Get up before dawn on Sunday, January 7, 2018, to view Mars and Jupiter in conjunction in your southeast sky, with the red planet Mars passing about 0.25o south of the giant planet Jupiter. (For reference, 0.25o is the equivalent of one-half of the moon’s 0.5o diameter). This is the first conjunction of Mars and Jupiter since October 15, 2017; and the next one won’t be until March 20, 2020.
You can easily tell which planet is Jupiter and which planet is Mars because Jupiter is the brighter of the two. In fact, Jupiter beams as the brightest starlike object in the January 2018 morning sky, shining some 20 times more brilliantly than Mars. So look first for Jupiter and seek for that nearby faint red “star,” which is actually the red planet Mars. If you can’t see Mars with the eye alone, aim binoculars at Jupiter to view Mars and Jupiter in the same binocular field together.
In the months ahead, both Mars and Jupiter will be moving away from the star Zubenelgenubi and toward the star Antares. But Mars travels through the constellations of the zodiac at a much faster clip than does slow-plodding Jupiter. So Mars will pass 5o north of Antares on February 11, 2018, whereas Jupiter won’t pass to the north of Antares until December of 2019. In fact, you can use dazzling Jupiter as your guide “star” to Zubenelgenubi, the alpha star in the constellation Libra the Scales, for the most of 2018.

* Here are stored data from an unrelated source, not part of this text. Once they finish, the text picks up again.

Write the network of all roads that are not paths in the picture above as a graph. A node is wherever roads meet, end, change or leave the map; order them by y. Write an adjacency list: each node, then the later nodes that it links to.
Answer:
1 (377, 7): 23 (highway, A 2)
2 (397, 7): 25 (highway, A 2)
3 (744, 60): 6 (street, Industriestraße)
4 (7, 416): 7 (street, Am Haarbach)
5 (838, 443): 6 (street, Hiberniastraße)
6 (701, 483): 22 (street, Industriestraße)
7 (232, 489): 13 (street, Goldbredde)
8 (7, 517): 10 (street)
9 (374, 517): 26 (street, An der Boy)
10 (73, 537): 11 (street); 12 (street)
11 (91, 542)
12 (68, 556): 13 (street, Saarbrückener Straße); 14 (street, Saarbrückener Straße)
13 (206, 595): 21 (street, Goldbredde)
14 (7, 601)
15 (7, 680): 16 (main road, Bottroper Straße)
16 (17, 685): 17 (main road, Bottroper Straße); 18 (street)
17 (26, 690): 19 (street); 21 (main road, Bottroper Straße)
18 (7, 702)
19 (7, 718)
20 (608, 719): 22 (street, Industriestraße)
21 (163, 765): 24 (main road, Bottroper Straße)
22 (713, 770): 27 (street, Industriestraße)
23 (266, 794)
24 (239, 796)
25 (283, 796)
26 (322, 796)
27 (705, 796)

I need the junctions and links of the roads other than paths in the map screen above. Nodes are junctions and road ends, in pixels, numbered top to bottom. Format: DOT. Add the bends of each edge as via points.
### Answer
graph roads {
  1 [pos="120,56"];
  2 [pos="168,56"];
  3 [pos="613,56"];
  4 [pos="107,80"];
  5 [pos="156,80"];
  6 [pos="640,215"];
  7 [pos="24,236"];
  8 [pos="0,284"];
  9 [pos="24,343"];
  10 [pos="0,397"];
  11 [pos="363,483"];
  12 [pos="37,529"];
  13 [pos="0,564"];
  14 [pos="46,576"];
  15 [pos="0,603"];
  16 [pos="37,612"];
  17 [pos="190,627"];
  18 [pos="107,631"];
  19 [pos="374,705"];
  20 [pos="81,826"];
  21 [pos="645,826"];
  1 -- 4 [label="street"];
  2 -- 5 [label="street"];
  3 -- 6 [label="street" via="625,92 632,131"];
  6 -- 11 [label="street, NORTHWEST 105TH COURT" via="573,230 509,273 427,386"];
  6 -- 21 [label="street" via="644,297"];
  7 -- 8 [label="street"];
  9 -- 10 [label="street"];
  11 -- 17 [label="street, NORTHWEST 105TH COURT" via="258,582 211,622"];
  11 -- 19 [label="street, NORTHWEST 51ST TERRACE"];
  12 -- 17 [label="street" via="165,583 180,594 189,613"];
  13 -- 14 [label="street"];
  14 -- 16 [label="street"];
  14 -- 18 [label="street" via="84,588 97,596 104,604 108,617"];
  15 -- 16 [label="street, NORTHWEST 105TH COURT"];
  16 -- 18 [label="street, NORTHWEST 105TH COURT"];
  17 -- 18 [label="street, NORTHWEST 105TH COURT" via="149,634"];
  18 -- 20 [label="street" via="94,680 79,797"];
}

When you contrast the brightness of Mars and Jupiter in January 2018, you might find it hard to believe that Mars will actually be the brighter of these two luminaries in six more months, in July 2018. By the end of the first week of July 2018, Mars will finally catch up with Jupiter in brightness. Then in late July 2018, when Mars comes closest to Earth for the year, Mars will shine most brilliantly in Earth’s sky since 2003. Mars will outshine Jupiter by some 1.8 times in late July/early August 2018.
For a period of about two months, Mars will supplant Jupiter as the fourth brightest celestial body, after the sun, moon and Venus. Mars’ reign as the fourth-brightest celestial body (or third brightest in the nighttime sky, after the moon and Venus) will last from about July 7 to September 7.
Mars has a much greater range of brightness in our sky than Jupiter does. That’s because Mars is about 6.5 times more distant from Earth at its farthest than at its closest. In contrast, Jupiter is only about 1.5 times more distant at its farthest than at it closest.
For instance, when Jupiter comes closest to Earth for the year on May 10, 2018, it’ll only be about 30% closer to Earth, and approximately 1.9 times brighter, than on January 7, 2018. Yet, when Mars comes closest to Earth for the year in late July 2018, it’ll be about 85% closer to Earth, and nearly 50 times brighter, than it is on January 7, 2018.
Watch for the great conjunction of Mars and Jupiter in the predawn/dawn sky on January 7, 2018.